In [3]:
from datetime import datetime 
start_real = datetime.now()
import numpy as np
import pandas as pd

from sklearn.preprocessing import LabelEncoder
from sklearn.cross_validation import train_test_split
from sklearn.linear_model import Ridge
from sklearn.linear_model import RidgeCV
from sklearn.pipeline import FeatureUnion
from sklearn.feature_extraction.text import CountVectorizer, TfidfVectorizer

from keras.preprocessing.text import Tokenizer
from keras.preprocessing.sequence import pad_sequences
from keras.layers import Input, Dropout, Dense, concatenate, GRU, Embedding, Flatten, Activation
# from keras.layers import Bidirectional
from keras.optimizers import Adam
from keras.models import Model
from keras import backend as K
from nltk.corpus import stopwords
import math
# set seed
np.random.seed(123)

Using TensorFlow backend.


In [4]:
def rmsle(Y, Y_pred):
    assert Y.shape == Y_pred.shape
    return np.sqrt(np.mean(np.square(Y_pred - Y )))

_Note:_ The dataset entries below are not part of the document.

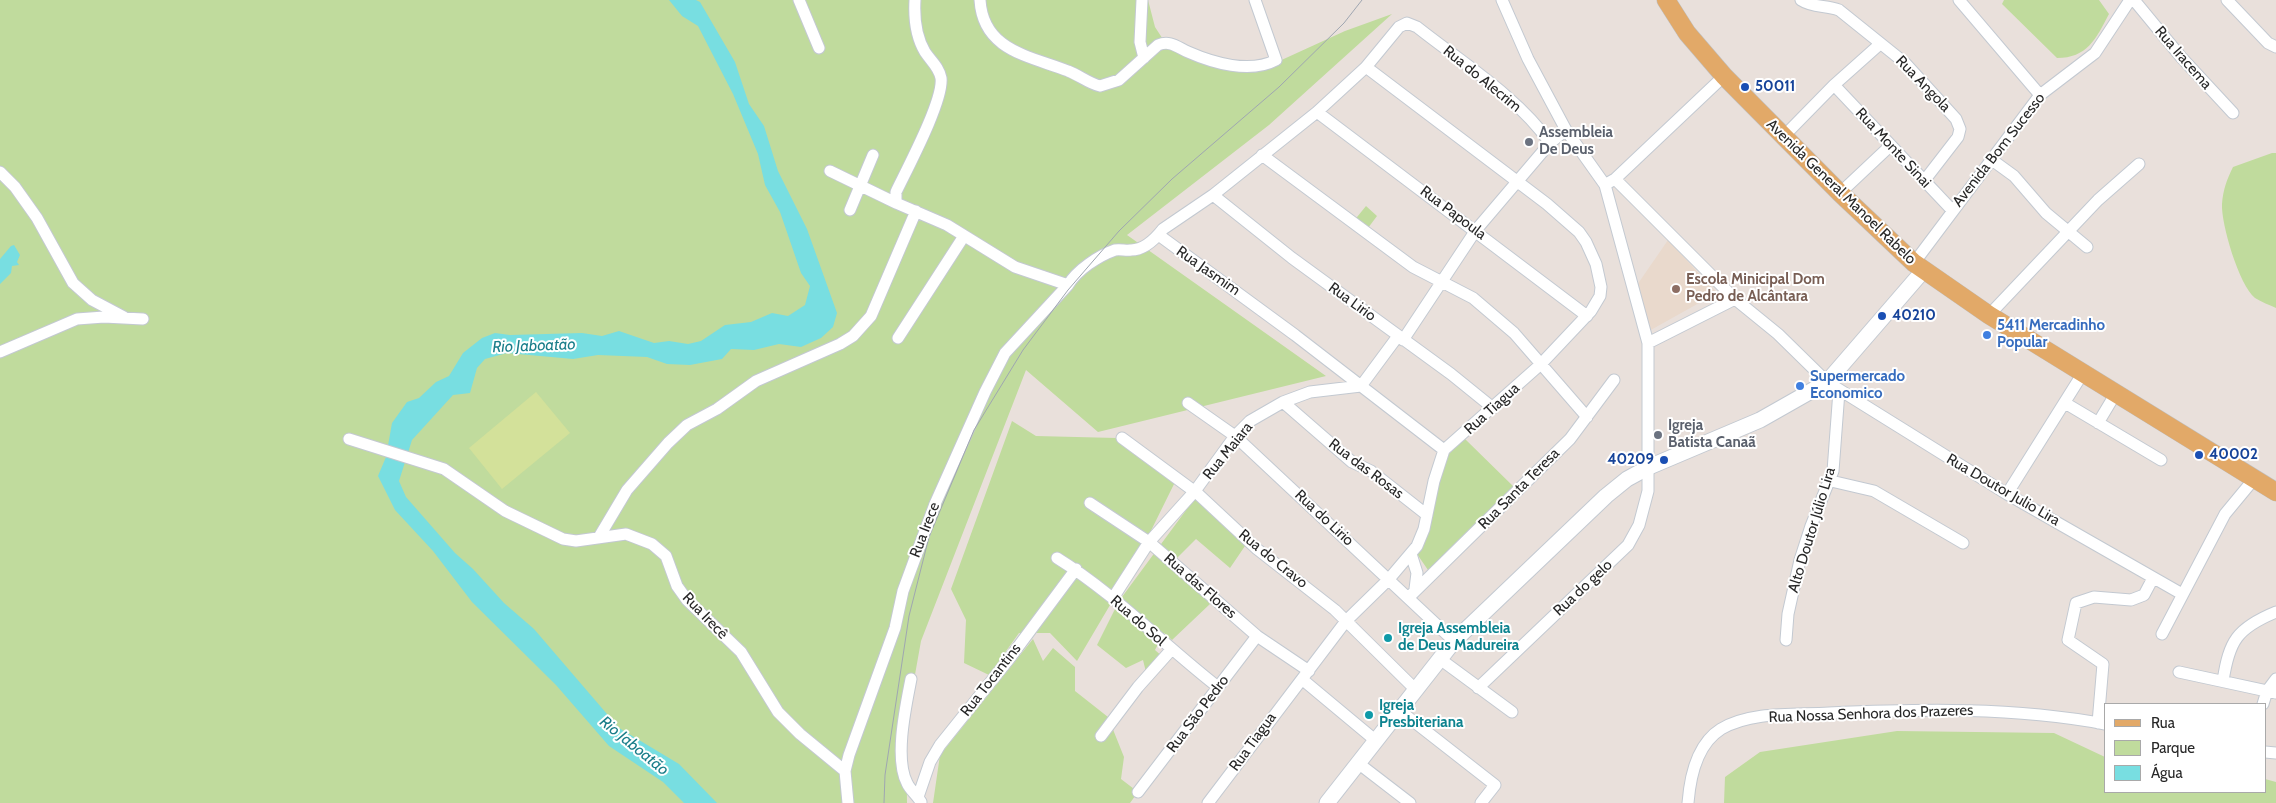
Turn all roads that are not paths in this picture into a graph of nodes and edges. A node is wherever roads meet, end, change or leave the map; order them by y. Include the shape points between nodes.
1 (798, 0) edge
2 (915, 0) edge
3 (980, 0) edge
4 (1142, 0) edge
5 (1255, 0) edge
6 (1502, 0) edge
7 (1666, 0) edge
8 (1801, 0) edge
9 (1959, 0) edge
10 (2130, 0) edge
11 (2134, 0) edge
12 (2227, 0) edge
13 (1880, 44) junction
14 (2276, 47) edge
15 (819, 48) dead end
16 (1144, 58) junction
17 (1366, 67) junction
18 (1724, 76) junction
19 (1834, 85) junction
20 (2040, 95) junction
21 (1317, 112) junction
22 (2233, 113) dead end
23 (1566, 130) junction
24 (1784, 136) junction
25 (1550, 143) junction
26 (1890, 146) junction
27 (873, 155) dead end
28 (1262, 155) junction
29 (1992, 160) junction
30 (2139, 164) dead end
31 (830, 171) dead end
32 (0, 172) edge
33 (1615, 179) junction
34 (1924, 181) junction
35 (1518, 183) junction
36 (1605, 184) junction
37 (862, 185) junction
38 (1840, 193) junction
39 (1213, 195) junction
40 (896, 203) junction
41 (850, 210) dead end
42 (1952, 210) junction
43 (916, 211) junction
44 (1476, 230) junction
45 (2068, 232) junction
46 (964, 236) junction
47 (1160, 236) junction
48 (2086, 247) dead end
49 (1919, 267) junction
50 (1440, 282) junction
51 (1068, 285) junction
52 (1736, 299) junction
53 (1989, 314) junction
54 (1587, 316) junction
55 (124, 317) junction
56 (143, 319) dead end
57 (898, 338) dead end
58 (1401, 338) junction
59 (1648, 343) junction
60 (0, 352) edge
61 (1541, 364) junction
62 (2083, 373) junction
63 (1614, 380) dead end
64 (1361, 386) junction
65 (1834, 387) junction
66 (2116, 393) junction
67 (1283, 402) junction
68 (1188, 403) dead end
69 (2064, 403) junction
70 (1493, 408) junction
71 (1587, 417) junction
72 (2098, 422) junction
73 (1236, 436) junction
74 (1122, 438) dead end
75 (349, 439) dead end
76 (1444, 450) junction
77 (2161, 460) dead end
78 (1649, 466) junction
79 (2254, 479) junction
80 (1830, 481) junction
81 (1195, 491) junction
82 (2276, 492) edge
83 (2007, 494) junction
84 (1090, 503) dead end
85 (1427, 515) junction
86 (599, 537) junction
87 (1149, 542) junction
88 (1963, 543) dead end
89 (1411, 554) junction
90 (1056, 558) dead end
91 (1076, 570) junction
92 (2153, 578) junction
93 (1389, 579) junction
94 (1412, 594) junction
95 (2182, 594) junction
96 (1113, 598) junction
97 (2276, 612) edge
98 (1346, 621) junction
99 (2162, 634) dead end
100 (1257, 636) junction
101 (1786, 640) dead end
102 (1454, 641) junction
103 (1171, 650) junction
104 (1440, 660) junction
105 (2179, 672) dead end
106 (1306, 675) junction
107 (911, 679) dead end
108 (2276, 679) edge
109 (2222, 681) junction
110 (1218, 687) junction
111 (1478, 688) junction
112 (1416, 690) junction
113 (2272, 692) edge
114 (2264, 703) edge
115 (1399, 710) junction
116 (1512, 712) dead end
117 (2101, 723) edge
118 (1101, 736) dead end
119 (1375, 740) junction
120 (1358, 764) junction
121 (845, 771) junction
122 (1138, 792) dead end
123 (920, 800) edge
124 (848, 803) edge
125 (1208, 803) edge
126 (1327, 803) edge
127 (1410, 803) edge
128 (1481, 803) edge
129 (1688, 803) edge

1 - 15 street
2 - 40 street via 914,22 924,50 937,67 941,86 896,192
3 - 16 street via 986,24 1010,50 1094,84 1112,84
4 - 16 street via 1140,42
5 - 16 street via 1276,60 1250,67 1240,66 1199,56 1166,43 1158,45
6 - 23 street via 1528,59
7 - 18 main road, Avenida General Manoel Rabelo via 1687,33
8 - 13 street, Rua Angola via 1812,6 1839,10
9 - 20 street
10 - 20 street, Avenida Bom Sucesso via 2095,53
11 - 22 street, Rua Iracema
12 - 14 street via 2268,44
13 - 19 street
13 - 34 street, Rua Angola via 1914,72 1956,119 1960,129 1958,137
17 - 21 street
17 - 25 street, Rua do Alecrim via 1399,27 1407,23 1513,102
17 - 35 street, Rua Tiagua
18 - 24 main road, Avenida General Manoel Rabelo
18 - 33 street
19 - 24 street
19 - 26 street, Rua Monte Sinai
20 - 29 street, Avenida Bom Sucesso
21 - 28 street
21 - 44 street, Rua Papoula
23 - 25 street
23 - 36 street
24 - 38 main road, Avenida General Manoel Rabelo
25 - 35 street
26 - 34 street, Rua Monte Sinai
26 - 38 street
27 - 37 street
28 - 39 street
28 - 50 street via 1368,236
29 - 42 street, Avenida Bom Sucesso
29 - 45 street via 2014,176
30 - 45 street
31 - 37 street
32 - 55 street via 37,218 73,283 92,300
33 - 36 street
33 - 52 street, Rua Doutor Julio Lira
34 - 42 street, Rua Monte Sinai
35 - 44 street
35 - 54 street, Rua Tiagua via 1561,216 1586,242 1596,264 1601,287 1598,304
36 - 59 street, Rua do gelo
37 - 40 street
37 - 41 street
38 - 49 main road, Avenida General Manoel Rabelo
39 - 47 street via 1168,226
39 - 58 street, Rua Lirio
40 - 43 street
42 - 49 street, Avenida Bom Sucesso
43 - 46 street
43 - 86 street via 871,316 853,336 756,381 717,409 686,425 627,490
44 - 50 street
44 - 54 street, Rua Papoula
45 - 48 street
45 - 53 street
46 - 51 street via 1015,266
46 - 57 street
47 - 51 street, Rua Irece via 1134,250 1118,249 1109,253 1074,275
47 - 64 street, Rua Jasmim
49 - 53 main road, Avenida General Manoel Rabelo
49 - 65 main road
50 - 58 street
50 - 61 street via 1473,298 1514,333
51 - 121 street, Rua Irece via 1006,354 985,392 932,513 903,591 895,628
52 - 59 street
52 - 65 street, Rua Doutor Julio Lira
53 - 62 main road, Avenida General Manoel Rabelo
54 - 61 street, Rua Tiagua
55 - 56 street
55 - 60 street via 77,320
58 - 64 street
58 - 70 street, Rua Lirio
59 - 78 street, Rua do gelo
61 - 70 street, Rua Tiagua
61 - 71 street
62 - 66 main road, Avenida General Manoel Rabelo
62 - 69 street
63 - 71 street, Rua Santa Teresa
64 - 67 street, Rua Maiara via 1310,392
64 - 76 street, Rua Jasmim
65 - 78 main road
65 - 80 street, Alto Doutor Júlio Lira
65 - 83 street, Rua Doutor Julio Lira
66 - 72 street
66 - 79 main road, Avenida General Manoel Rabelo
67 - 73 street, Rua Maiara via 1250,421
67 - 85 street, Rua das Rosas via 1352,462 1370,471
68 - 73 street, Rua do Lirio
69 - 72 street
69 - 83 street
70 - 76 street, Rua Tiagua
71 - 94 street, Rua Santa Teresa via 1512,498
72 - 77 street
73 - 81 street, Rua Maiara
73 - 93 street, Rua do Lirio
74 - 81 street, Rua do Cravo
75 - 86 street, Rua Irecê via 444,469 505,511 549,534 576,541
76 - 85 street, Rua Tiagua
78 - 102 main road via 1598,502
78 - 111 street, Rua do gelo via 1644,511 1628,545
79 - 82 main road, Avenida General Manoel Rabelo
79 - 95 street via 2225,514
80 - 88 street via 1874,491
80 - 101 street, Alto Doutor Júlio Lira via 1811,526 1795,578
81 - 87 street, Rua Maiara
81 - 98 street, Rua do Cravo via 1257,549
83 - 92 street, Rua Doutor Julio Lira
84 - 87 street, Rua das Flores
85 - 89 street, Rua Tiagua via 1422,536
86 - 121 street, Rua Irecê via 626,534 660,549 687,600 741,652 778,712
87 - 96 street, Rua Maiara
87 - 100 street, Rua das Flores
89 - 93 street, Rua Tiagua
89 - 94 street via 1416,573
90 - 91 street, Rua do Sol
91 - 96 street, Rua do Sol
91 - 123 street, Rua Tocantins via 940,745 930,762
92 - 95 street, Rua Doutor Julio Lira
92 - 117 street via 2144,595 2131,600 2094,597 2076,603 2068,640 2103,664
93 - 94 street, Rua do Lirio
93 - 98 street, Rua Tiagua
94 - 102 street, Rua do Lirio
95 - 99 street
96 - 103 street, Rua do Sol
97 - 109 street via 2249,626 2233,641
98 - 106 street, Rua Tiagua
98 - 112 street, Rua do Cravo
100 - 106 street, Rua das Flores
100 - 110 street, Rua São Pedro
102 - 104 main road
103 - 110 street, Rua do Sol
103 - 118 street
104 - 111 street
104 - 112 main road
105 - 109 street
106 - 119 street, Rua das Flores
106 - 125 street, Rua Tiagua
107 - 123 street, Rua Tocantins via 903,724 903,770 907,783
108 - 113 street
109 - 113 street
110 - 122 street, Rua São Pedro
111 - 116 street
112 - 115 main road
113 - 114 street
115 - 119 main road
115 - 128 street via 1495,785
117 - 129 street, Rua Nossa Senhora dos Prazeres via 1976,710 1850,712 1752,719 1720,730 1710,738 1693,770
119 - 120 main road
120 - 126 main road
120 - 127 street
121 - 124 street, Rua Irece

def root_mean_squared_logarithmic_error(y_true, y_pred):
    first_log = K.log(K.clip(y_pred, K.epsilon(), None) + 1.)
    second_log = K.log(K.clip(y_true, K.epsilon(), None) + 1.)
    return K.sqrt(K.mean(K.square(first_log - second_log), axis=-1)+0.0000001)

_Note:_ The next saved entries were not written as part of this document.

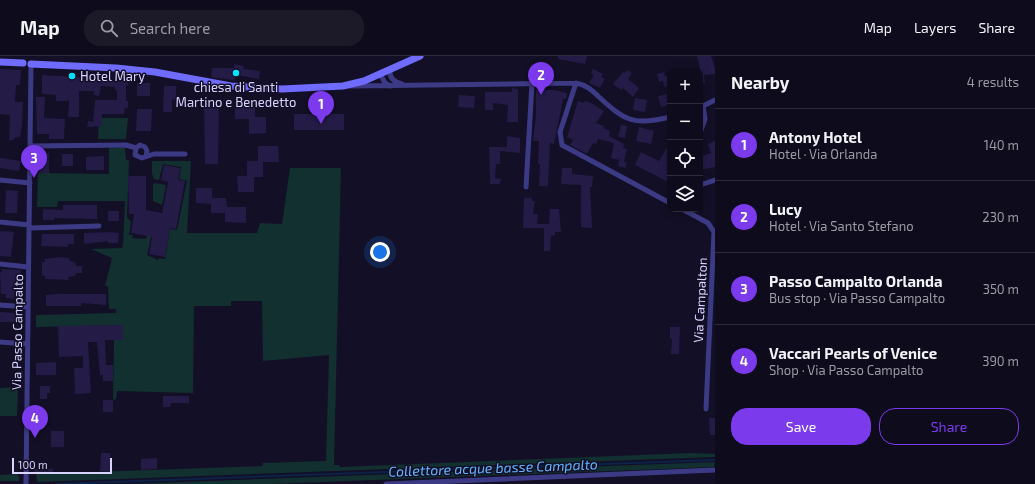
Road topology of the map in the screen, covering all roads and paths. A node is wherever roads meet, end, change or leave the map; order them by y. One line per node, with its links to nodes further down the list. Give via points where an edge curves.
1 (420, 56): 5 (main road)
2 (0, 62): 3 (main road)
3 (23, 63)
4 (31, 64): 10 (main road, via 155,72 242,87 282,89); 17 (street, Via Passo Campalto)
5 (390, 70): 6 (main road); 9 (street, via 394,81)
6 (380, 74): 10 (main road); 11 (street, via 385,83)
7 (532, 82): 8 (street); 9 (street); 25 (street)
8 (576, 83): 15 (street, via 587,86 625,118 644,121); 26 (street, via 560,132 562,145)
9 (411, 84): 11 (street)
10 (343, 86): 11 (street)
11 (392, 86)
12 (715, 100): 13 (street)
13 (703, 106)
14 (703, 113): 16 (street)
15 (667, 117)
16 (703, 125)
17 (30, 146): 18 (street, via 126,145); 23 (street, Via Passo Campalto)
18 (136, 148): 20 (street, via 137,157); 20 (street, via 140,145 145,147)
19 (185, 154): 20 (street)
20 (146, 156)
21 (0, 180): 23 (street)
22 (715, 180): 24 (street)
23 (30, 184): 30 (street, Via Passo Campalto)
24 (703, 184)
25 (526, 187)
26 (667, 201)
27 (688, 212): 37 (street, Via Campalton, via 708,223 714,232)
28 (0, 222): 30 (street)
29 (99, 226): 30 (street)
30 (29, 227): 32 (street, Via Passo Campalto)
31 (0, 264): 32 (street)
32 (28, 267): 34 (street, Via Passo Campalto)
33 (0, 305): 34 (street)
34 (28, 307): 36 (street, Via Passo Campalto)
35 (0, 342): 36 (street)
36 (28, 344): 39 (street, Via Passo Campalto)
37 (706, 409)
38 (715, 470): 40 (street)
39 (26, 484)
40 (386, 484)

def root_mean_squared_error(y_true, y_pred):
    return K.sqrt(K.mean(K.square(y_pred - y_true), axis=-1)+0.0000001)


In [5]:
%%time

FLAG_LOAD_TEST = False
FLAG_MAKE_SAMPLE = True

train_df = pd.read_table('input/train.tsv')
if FLAG_MAKE_SAMPLE:
    train_df = train_df.sample(10000)
print(train_df.shape)

if FLAG_LOAD_TEST:
    test_df = pd.read_table('input/test.tsv')
    print(test_df.shape)

(10000, 8)


NameError: name 'test_df' is not defined

In [6]:
# remove low prices
train_df = train_df.drop(train_df[(train_df.price < 3.0)].index)
train_df.shape

(9995, 8)

In [7]:
%%time
# get name and description lengths
def wordCount(text):
    try:
        if text == 'No description yet':
            return 0
        else:
            text = text.lower()
            words = [w for w in text.split(" ")]
            return len(words)
    except: 
        return 0
train_df['desc_len'] = train_df['item_description'].apply(lambda x: wordCount(x))
train_df['name_len'] = train_df['name'].apply(lambda x: wordCount(x))

if FLAG_LOAD_TEST:
    test_df['desc_len'] = test_df['item_description'].apply(lambda x: wordCount(x))
    test_df['name_len'] = test_df['name'].apply(lambda x: wordCount(x))

train_df.head()

Wall time: 45 ms


In [8]:
%%time
# split category name into 3 parts
def split_cat(text):
    try: return text.split("/")
    except: return ("No Label", "No Label", "No Label")
train_df['subcat_0'], train_df['subcat_1'], train_df['subcat_2'] = \
zip(*train_df['category_name'].apply(lambda x: split_cat(x)))

if FLAG_LOAD_TEST:
    test_df['subcat_0'], test_df['subcat_1'], test_df['subcat_2'] = \
    zip(*test_df['category_name'].apply(lambda x: split_cat(x)))

Wall time: 18 ms


In [9]:
%%time


full_set = pd.concat([train_df])
if FLAG_LOAD_TEST:
    full_set = pd.concat([train_df,test_df])
    
all_brands = set(full_set['brand_name'].values)
train_df.brand_name.fillna(value="missing", inplace=True)

if FLAG_LOAD_TEST:
    test_df.brand_name.fillna(value="missing", inplace=True)

# get to finding!
premissing = len(train_df.loc[train_df['brand_name'] == 'missing'])
def brandfinder(line):
    brand = line[0]
    name = line[1]
    namesplit = name.split(' ')
    if brand == 'missing':
        for x in namesplit:
            if x in all_brands:
                return name
    if name in all_brands:
        return name
    return brand
train_df['brand_name'] = train_df[['brand_name','name']].apply(brandfinder, axis = 1)

if FLAG_LOAD_TEST:
    test_df['brand_name'] = test_df[['brand_name','name']].apply(brandfinder, axis = 1)
found = premissing-len(train_df.loc[train_df['brand_name'] == 'missing'])
print(found)

420
Wall time: 226 ms


Standard split the train test for validation and log the price

In [10]:
# Scale target variable to log.
train_df["target"] = np.log1p(train_df.price)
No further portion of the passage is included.